Required work —
For the records below, say how many lines contain the string "nodes". Give no other text.

(Dataset entries)
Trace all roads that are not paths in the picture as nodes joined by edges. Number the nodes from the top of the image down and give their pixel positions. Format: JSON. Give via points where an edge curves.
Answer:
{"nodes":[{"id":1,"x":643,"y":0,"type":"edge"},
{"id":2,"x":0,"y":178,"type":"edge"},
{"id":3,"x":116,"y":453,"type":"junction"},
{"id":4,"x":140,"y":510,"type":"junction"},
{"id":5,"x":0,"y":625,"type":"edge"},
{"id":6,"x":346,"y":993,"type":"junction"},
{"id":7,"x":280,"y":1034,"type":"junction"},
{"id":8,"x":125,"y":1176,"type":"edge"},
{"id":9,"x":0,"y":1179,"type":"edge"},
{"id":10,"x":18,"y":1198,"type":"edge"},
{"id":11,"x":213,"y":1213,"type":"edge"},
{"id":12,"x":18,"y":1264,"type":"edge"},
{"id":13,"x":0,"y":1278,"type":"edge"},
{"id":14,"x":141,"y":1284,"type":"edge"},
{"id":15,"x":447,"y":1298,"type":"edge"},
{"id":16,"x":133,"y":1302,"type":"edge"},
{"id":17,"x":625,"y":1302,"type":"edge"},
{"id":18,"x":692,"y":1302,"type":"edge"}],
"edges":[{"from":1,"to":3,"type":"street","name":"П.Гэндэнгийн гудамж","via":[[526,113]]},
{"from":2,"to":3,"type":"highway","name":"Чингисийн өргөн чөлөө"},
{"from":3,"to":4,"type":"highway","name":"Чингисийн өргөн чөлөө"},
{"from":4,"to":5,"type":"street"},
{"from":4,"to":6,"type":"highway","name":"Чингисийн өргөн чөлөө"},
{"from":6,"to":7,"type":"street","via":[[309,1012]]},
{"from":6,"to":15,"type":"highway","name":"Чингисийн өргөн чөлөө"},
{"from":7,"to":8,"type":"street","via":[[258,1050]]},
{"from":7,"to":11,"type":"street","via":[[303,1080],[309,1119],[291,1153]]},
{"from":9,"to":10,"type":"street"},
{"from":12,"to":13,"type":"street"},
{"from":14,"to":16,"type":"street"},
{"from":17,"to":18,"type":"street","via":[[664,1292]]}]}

Answer to this exercise —
2